Shankha Prakshalana – yogic practice of bowel cleansing (part 1)
Shankha (Skt. Shankha) – means “mollusk shell”, prakshalana (Skt. Prakshalana) – complete washing, purification. Shankha-Prakshalana (SHP) – the practice of cleansing the gastrointestinal tract. Ancient people were observant: mollusks wash their shell, sucking and pushing water out with muscular effort. The common name for SHP is translated as “Shell gesture”. The SH procedure consists of drinking salted water, performing a series of special exercises that push water through the digestive tract until it is evacuated through the anus, and following the instructions for a subsequent diet that ensures the formation of pristine microflora. Thus, this is a natural, reliable, simple and soft method removing accumulated toxins and cleansing the entire digestive tract from the mouth to the anus.
Why flush the intestines?
Do you know the general feeling of apathy, lethargy? Do you know about constipation and other digestive disorders by hearsay? Are you sick often – weak immunity? Girls regularly suffer from vaginal candidiasis (thrush)? Want to start eating right and start a weight loss program? – all these are direct indications to the Shankha-Prakshalan.

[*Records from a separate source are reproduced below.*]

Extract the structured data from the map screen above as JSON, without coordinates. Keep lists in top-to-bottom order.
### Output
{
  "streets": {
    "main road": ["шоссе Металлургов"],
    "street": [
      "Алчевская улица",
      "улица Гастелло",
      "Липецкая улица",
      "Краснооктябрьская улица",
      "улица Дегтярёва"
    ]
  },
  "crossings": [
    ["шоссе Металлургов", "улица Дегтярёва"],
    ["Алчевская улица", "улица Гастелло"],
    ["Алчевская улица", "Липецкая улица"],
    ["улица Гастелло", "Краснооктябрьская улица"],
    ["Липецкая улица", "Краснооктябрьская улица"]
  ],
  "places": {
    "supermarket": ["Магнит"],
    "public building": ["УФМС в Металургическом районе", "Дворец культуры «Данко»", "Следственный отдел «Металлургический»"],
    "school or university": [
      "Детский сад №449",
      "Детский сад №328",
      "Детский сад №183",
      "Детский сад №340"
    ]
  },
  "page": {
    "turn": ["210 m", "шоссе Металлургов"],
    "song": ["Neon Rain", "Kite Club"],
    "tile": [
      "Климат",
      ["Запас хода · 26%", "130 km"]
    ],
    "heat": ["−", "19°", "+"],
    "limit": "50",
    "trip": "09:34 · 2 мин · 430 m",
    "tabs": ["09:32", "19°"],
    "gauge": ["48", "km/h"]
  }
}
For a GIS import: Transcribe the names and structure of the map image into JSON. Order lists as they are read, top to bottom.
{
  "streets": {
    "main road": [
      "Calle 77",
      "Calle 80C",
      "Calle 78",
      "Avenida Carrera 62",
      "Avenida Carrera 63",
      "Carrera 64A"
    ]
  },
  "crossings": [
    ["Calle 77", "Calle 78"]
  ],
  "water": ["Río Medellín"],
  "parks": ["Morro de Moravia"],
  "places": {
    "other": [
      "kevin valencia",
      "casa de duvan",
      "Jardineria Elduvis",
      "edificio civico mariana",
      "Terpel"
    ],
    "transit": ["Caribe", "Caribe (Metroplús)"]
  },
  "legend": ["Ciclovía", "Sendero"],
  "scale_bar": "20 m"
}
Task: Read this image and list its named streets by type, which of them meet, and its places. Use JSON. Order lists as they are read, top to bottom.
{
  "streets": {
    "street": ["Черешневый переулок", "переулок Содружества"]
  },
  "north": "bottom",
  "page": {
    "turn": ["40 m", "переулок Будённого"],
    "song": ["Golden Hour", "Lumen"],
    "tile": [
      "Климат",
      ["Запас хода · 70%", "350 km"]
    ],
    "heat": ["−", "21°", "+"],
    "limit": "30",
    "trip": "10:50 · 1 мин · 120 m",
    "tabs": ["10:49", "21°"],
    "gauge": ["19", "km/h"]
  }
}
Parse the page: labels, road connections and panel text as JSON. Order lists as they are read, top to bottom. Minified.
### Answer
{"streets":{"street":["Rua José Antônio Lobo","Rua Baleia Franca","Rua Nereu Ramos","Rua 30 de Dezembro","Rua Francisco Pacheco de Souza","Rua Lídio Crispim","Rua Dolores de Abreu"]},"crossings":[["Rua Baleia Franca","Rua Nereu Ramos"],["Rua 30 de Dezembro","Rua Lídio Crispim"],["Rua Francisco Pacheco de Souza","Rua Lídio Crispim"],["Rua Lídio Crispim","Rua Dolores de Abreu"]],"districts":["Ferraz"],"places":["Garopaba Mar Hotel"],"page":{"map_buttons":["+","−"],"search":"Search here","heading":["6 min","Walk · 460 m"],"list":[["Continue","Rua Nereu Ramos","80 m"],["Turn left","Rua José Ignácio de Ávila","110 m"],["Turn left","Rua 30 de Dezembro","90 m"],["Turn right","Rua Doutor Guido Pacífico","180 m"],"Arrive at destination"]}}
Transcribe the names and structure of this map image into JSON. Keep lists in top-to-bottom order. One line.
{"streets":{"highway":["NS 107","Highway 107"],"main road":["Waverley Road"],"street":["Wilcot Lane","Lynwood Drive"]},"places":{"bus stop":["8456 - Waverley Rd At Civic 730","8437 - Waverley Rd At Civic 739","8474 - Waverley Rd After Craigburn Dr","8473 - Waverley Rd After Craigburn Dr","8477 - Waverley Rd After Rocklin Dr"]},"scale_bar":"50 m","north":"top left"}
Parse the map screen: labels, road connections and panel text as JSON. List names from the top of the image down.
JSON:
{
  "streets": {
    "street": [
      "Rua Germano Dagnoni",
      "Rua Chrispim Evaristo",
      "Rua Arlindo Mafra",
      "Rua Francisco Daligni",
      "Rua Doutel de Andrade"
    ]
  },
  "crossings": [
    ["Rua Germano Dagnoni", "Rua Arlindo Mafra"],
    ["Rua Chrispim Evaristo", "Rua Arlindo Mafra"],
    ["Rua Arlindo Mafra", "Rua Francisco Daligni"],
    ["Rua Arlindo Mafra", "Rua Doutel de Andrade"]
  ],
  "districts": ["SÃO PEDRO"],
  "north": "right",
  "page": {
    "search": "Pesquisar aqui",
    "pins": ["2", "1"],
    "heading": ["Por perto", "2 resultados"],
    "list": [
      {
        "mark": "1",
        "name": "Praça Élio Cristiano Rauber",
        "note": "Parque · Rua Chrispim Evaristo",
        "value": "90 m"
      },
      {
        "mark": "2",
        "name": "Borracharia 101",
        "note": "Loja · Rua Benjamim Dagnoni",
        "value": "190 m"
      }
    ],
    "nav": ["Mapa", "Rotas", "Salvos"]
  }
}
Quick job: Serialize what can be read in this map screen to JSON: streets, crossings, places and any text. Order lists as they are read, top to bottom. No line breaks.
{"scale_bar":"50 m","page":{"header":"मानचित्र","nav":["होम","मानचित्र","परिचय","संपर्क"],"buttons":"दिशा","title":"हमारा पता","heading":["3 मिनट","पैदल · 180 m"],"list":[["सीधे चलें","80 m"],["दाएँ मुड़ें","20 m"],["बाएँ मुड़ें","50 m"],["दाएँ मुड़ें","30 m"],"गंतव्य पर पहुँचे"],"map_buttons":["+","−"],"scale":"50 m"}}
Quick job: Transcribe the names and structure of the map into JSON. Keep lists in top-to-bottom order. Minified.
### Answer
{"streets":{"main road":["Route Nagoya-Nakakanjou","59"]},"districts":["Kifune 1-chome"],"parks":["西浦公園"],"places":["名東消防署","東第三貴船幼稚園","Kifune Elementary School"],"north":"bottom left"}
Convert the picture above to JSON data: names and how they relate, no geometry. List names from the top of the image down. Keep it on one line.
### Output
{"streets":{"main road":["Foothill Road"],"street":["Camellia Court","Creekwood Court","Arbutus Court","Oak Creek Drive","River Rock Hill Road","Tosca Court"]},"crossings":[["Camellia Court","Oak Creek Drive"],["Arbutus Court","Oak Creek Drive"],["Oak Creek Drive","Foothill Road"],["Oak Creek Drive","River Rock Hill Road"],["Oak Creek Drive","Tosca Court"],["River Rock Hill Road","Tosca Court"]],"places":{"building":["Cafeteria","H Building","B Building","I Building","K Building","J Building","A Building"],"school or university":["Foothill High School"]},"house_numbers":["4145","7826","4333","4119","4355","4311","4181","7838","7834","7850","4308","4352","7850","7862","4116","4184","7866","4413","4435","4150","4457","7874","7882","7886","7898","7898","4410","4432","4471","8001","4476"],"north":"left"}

A part of the nervous system that controls autonomously (without our conscious intervention) by internal organs is called autonomic. Until recently, traditionally distinguished 2 departments in the autonomic nervous system – Sympathetic (responsible for the excitement of the “run-and-run” excitement) and Parasympathetic (responsible for the processes of general inhibition, “lie down, sleep”.) Management of the digestive system was “due” to the parasympathetic department of the autonomic nervous system system. But due to the complexity of regulation and the huge number of interconnections in recent years, the THIRD department of the autonomic nervous system, which is exclusively responsible for digestion, metasympathetic, has been increasingly found. The autonomous regulation of digestive processes is so complex that the intestines can be likened to a “digestive brain”. This “autonomous” brain coordinates not only digestive activity, but also affects blood pressure, the formation of hormones of the immune system and psychoactive substances (serotonin and dopamine), on which our emotional state depends.
The digestive tract is a unique biological factory that continuously produces materials for building and nourishing the cells of our body. A famous aphorism says: “We are what we eat.” Shankha-Prakshalana is a method to bring this factory to a clean, pristine state. Drawing an analogy with a computer, this is a reinstallation of the digestive system. And if you consciously embarked on a creative path of self-improvement, Shankha-Prakshalana will easily allow you to make a qualitative transition that opens up new opportunities for further work with your own consciousness, because “in a pure body is a pure spirit” if you rephrase the famous saying 🙂
ATTENTION! Shankha-Prakshalana is a powerful tool, it should be used strictly as necessary, performed correctly, pay attention to contraindications – otherwise you risk harming your health. Therefore, it makes sense for the first time to do the practice under the supervision of an experienced instructor.
The food that we eat – alas, is far from perfect environmental friendliness and is not always easy for our body to absorb. We add here the environmental factor and emotional stresses – we get the accumulation of toxins and poisons in the body. The main “repository” of these toxins is the intestines. Slags create favorable conditions for the development of putrefactive processes and “bad” bacteria. Normally, the total weight of the intestinal microflora of a healthy person is several kilograms (up to 3x!). The vital products of microflora make up a significant part of the feces removed from the body. Complete removal of microflora from the intestine (or its destruction as a result of antibiotic abuse) leads to a serious disease – dysbiosis. In addition, in the intestinal microflora there is a delicate balance between beneficial bacteria and bacteria – parasites (for example, E. coli, fecal streptococcus and various strains of yeast). Useful bacteria are especially vulnerable to the action of laxatives and antibiotics. As a result, uncontrolled reproduction of bacteria – parasites and, especially, yeast, leading to poisoning of the body and a number of diseases among which the most common yeast infections.
The correct practice of the Shankh Prashalany removes toxins and bacteria from the body, with the subsequent restoration of good intestinal microflora.
The consequence of the practice is the normal full-value assimilation of food.